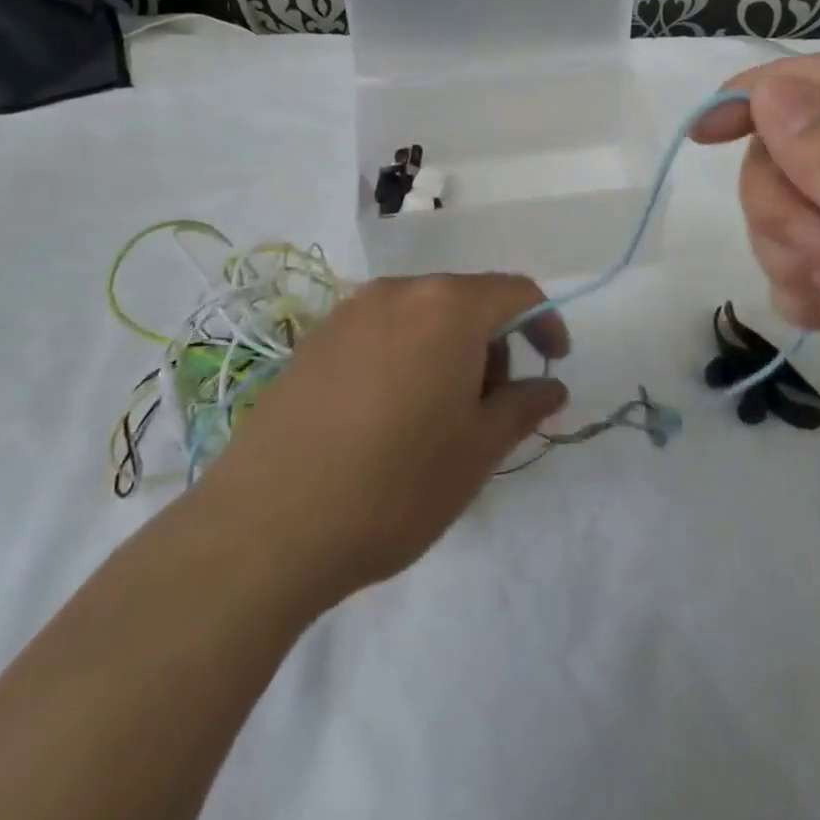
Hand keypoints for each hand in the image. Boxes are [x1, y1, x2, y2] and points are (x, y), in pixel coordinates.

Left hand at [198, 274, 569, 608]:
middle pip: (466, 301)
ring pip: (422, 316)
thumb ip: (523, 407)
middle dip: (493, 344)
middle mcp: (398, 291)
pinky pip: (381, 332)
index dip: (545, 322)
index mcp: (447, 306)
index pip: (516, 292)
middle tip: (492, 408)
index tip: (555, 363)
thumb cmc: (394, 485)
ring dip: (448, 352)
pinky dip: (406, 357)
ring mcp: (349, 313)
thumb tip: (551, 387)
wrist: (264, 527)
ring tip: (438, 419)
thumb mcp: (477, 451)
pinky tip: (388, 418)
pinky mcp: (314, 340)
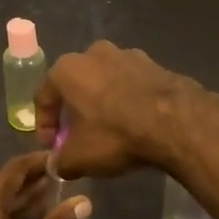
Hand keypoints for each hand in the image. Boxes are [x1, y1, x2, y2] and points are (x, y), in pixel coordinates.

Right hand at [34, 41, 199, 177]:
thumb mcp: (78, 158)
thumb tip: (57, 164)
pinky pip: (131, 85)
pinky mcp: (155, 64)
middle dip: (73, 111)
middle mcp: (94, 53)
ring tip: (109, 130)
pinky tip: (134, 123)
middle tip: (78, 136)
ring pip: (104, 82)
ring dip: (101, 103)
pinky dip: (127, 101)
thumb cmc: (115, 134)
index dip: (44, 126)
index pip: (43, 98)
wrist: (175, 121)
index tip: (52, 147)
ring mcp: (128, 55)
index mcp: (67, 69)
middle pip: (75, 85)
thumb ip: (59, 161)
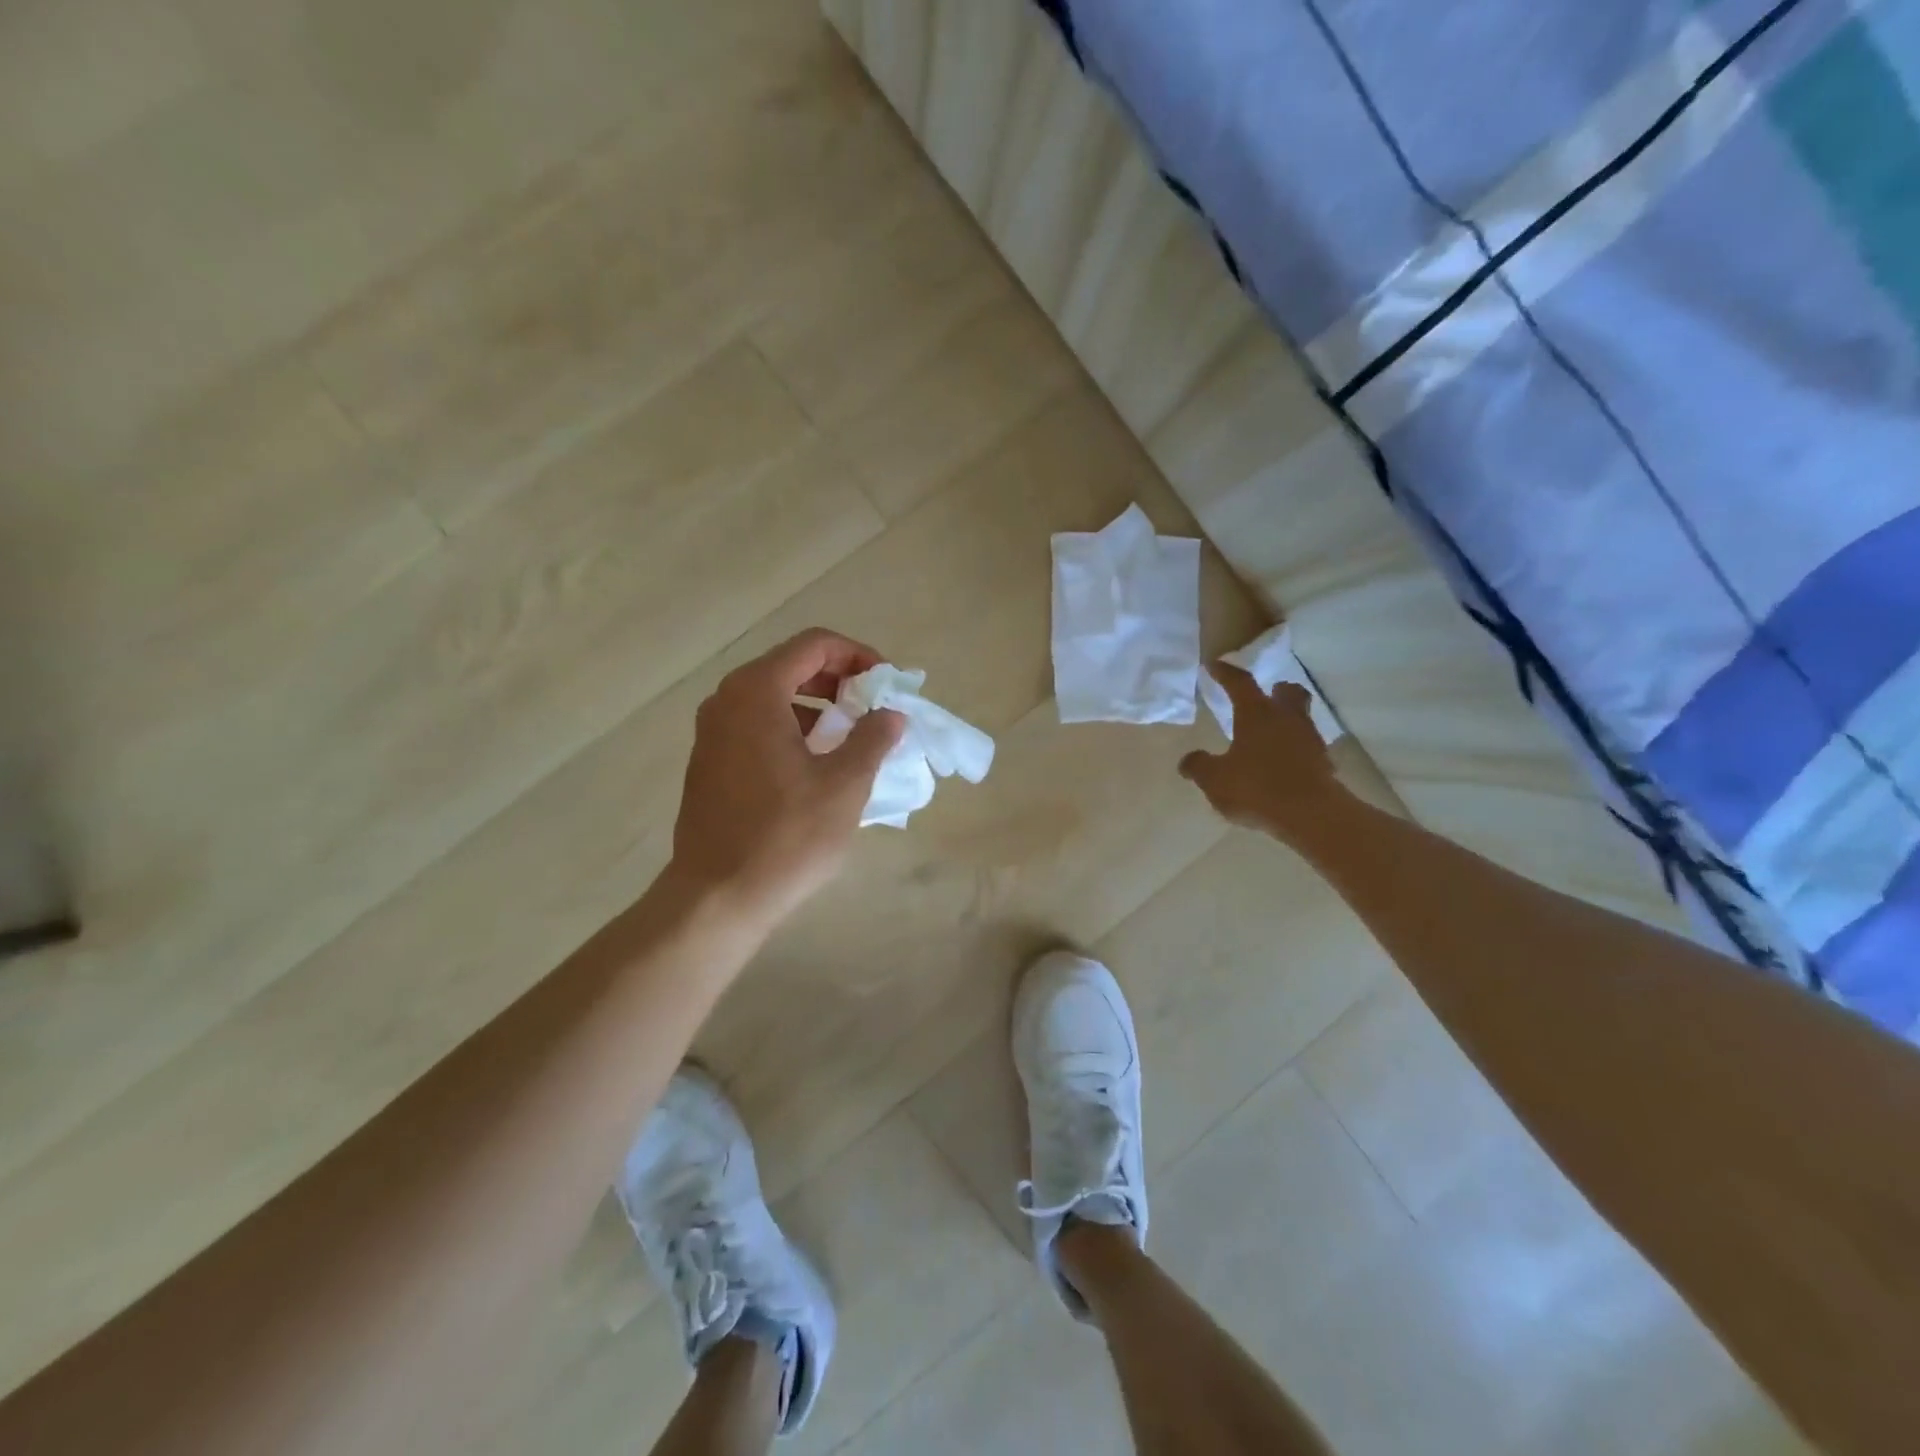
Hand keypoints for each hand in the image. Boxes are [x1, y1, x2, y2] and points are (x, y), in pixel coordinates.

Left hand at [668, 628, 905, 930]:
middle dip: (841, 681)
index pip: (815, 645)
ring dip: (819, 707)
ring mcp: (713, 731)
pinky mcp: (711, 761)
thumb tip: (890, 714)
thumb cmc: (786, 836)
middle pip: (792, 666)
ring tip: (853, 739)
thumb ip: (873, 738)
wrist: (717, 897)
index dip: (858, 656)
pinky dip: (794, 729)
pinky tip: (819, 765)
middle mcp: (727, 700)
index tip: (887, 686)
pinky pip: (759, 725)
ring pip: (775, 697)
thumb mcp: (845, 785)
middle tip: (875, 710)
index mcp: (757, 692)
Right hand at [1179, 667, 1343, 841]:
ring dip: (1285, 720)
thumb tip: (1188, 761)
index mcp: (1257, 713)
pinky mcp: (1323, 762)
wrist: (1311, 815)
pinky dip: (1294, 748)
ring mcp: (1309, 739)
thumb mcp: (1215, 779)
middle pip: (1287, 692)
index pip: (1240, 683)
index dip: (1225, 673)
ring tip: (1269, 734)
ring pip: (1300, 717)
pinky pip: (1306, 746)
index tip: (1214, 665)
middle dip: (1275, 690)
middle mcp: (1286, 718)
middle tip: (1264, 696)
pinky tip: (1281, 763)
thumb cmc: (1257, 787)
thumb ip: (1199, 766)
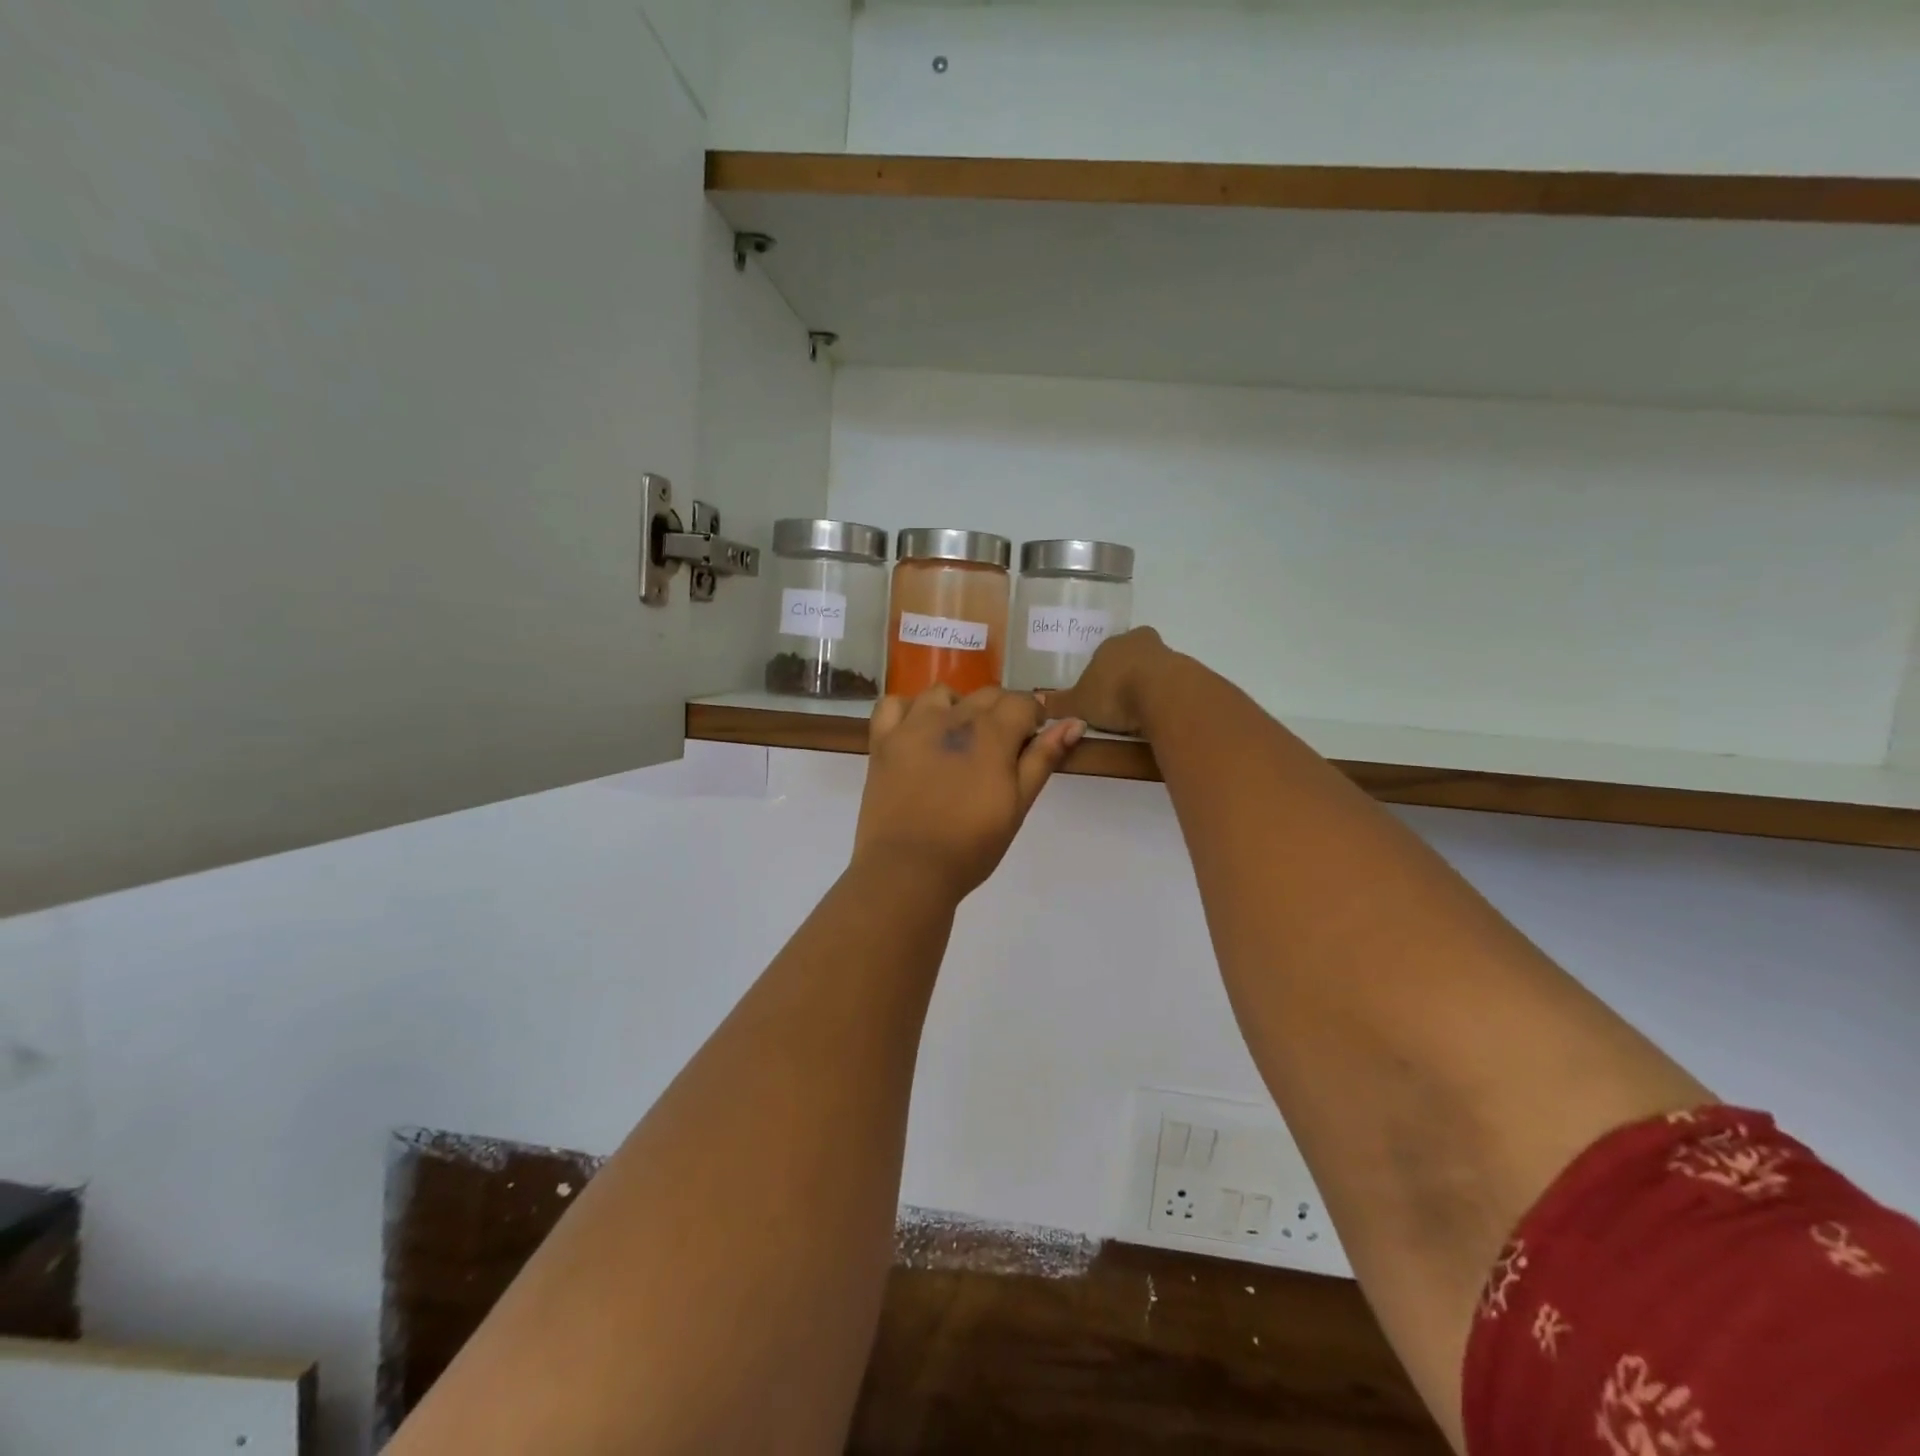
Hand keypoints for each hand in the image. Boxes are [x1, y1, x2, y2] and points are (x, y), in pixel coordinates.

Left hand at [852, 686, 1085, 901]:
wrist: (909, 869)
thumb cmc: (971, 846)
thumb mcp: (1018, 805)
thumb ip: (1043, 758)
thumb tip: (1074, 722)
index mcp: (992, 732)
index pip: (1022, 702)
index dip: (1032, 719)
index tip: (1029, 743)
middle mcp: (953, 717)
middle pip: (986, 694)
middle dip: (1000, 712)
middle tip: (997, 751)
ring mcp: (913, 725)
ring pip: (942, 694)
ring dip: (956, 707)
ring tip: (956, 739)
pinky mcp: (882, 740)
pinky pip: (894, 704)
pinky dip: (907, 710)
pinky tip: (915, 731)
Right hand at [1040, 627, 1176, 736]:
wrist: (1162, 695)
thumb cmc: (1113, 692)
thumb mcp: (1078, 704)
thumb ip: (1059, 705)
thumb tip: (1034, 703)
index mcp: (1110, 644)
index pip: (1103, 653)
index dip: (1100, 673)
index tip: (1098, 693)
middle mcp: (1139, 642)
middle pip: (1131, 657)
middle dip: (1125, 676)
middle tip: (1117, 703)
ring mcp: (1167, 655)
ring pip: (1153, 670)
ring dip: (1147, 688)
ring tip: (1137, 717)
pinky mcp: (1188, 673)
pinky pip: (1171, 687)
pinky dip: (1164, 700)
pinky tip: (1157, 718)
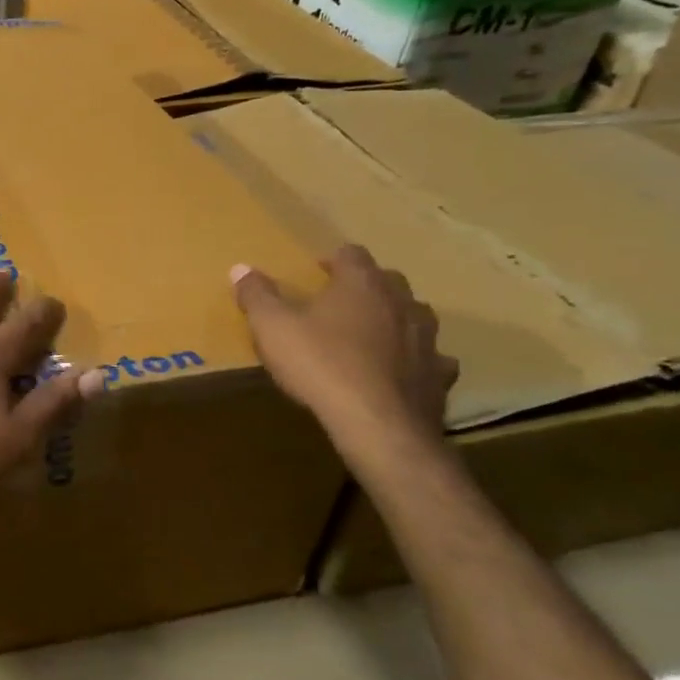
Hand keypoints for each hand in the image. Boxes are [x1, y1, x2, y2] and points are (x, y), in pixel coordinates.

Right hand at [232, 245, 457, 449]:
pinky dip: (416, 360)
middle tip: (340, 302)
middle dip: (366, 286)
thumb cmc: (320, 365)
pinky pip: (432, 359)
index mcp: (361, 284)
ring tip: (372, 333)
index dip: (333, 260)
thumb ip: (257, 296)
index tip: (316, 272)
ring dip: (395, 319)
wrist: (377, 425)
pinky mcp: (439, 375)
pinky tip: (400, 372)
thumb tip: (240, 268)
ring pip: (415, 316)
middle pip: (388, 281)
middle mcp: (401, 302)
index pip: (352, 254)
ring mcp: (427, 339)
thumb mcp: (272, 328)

+---+

• _TASK DETAILS_: An exact copy is needed of the stretch above that opens with the line containing "index mcp: (67, 69)" and closes with the line containing "middle pip: (1287, 692)"; the pictures are not part of it.

• _EXERCISE RESPONSE_:
index mcp: (67, 69)
middle pip: (75, 85)
thumb ip: (59, 161)
Hand keypoints for each hand in the image. Boxes are [x1, y1, x2, y2] and points are (x, y), in pixel coordinates.

Left hand at [668, 628, 905, 930]:
middle dip: (841, 681)
index pip: (815, 645)
ring dip: (819, 707)
ring mcp: (713, 731)
pinky mcp: (711, 761)
thumb tip: (890, 714)
thumb cmc: (786, 836)
middle pip: (792, 666)
ring tip: (853, 739)
thumb ip: (873, 738)
wrist: (717, 897)
index dip: (858, 656)
pinky dip: (794, 729)
pinky tip: (819, 765)
middle mcp: (727, 700)
index tip: (887, 686)
pinky pip: (759, 725)
ring pip: (775, 697)
thumb mcp: (845, 785)
middle tip: (875, 710)
index mcp: (757, 692)
Right hand at [1179, 667, 1343, 841]:
ring dip: (1285, 720)
thumb tip: (1188, 761)
index mcp: (1257, 713)
pinky mcp: (1323, 762)
wrist: (1311, 815)
pinky dip: (1294, 748)
ring mcp: (1309, 739)
thumb mcp: (1215, 779)
middle pip: (1287, 692)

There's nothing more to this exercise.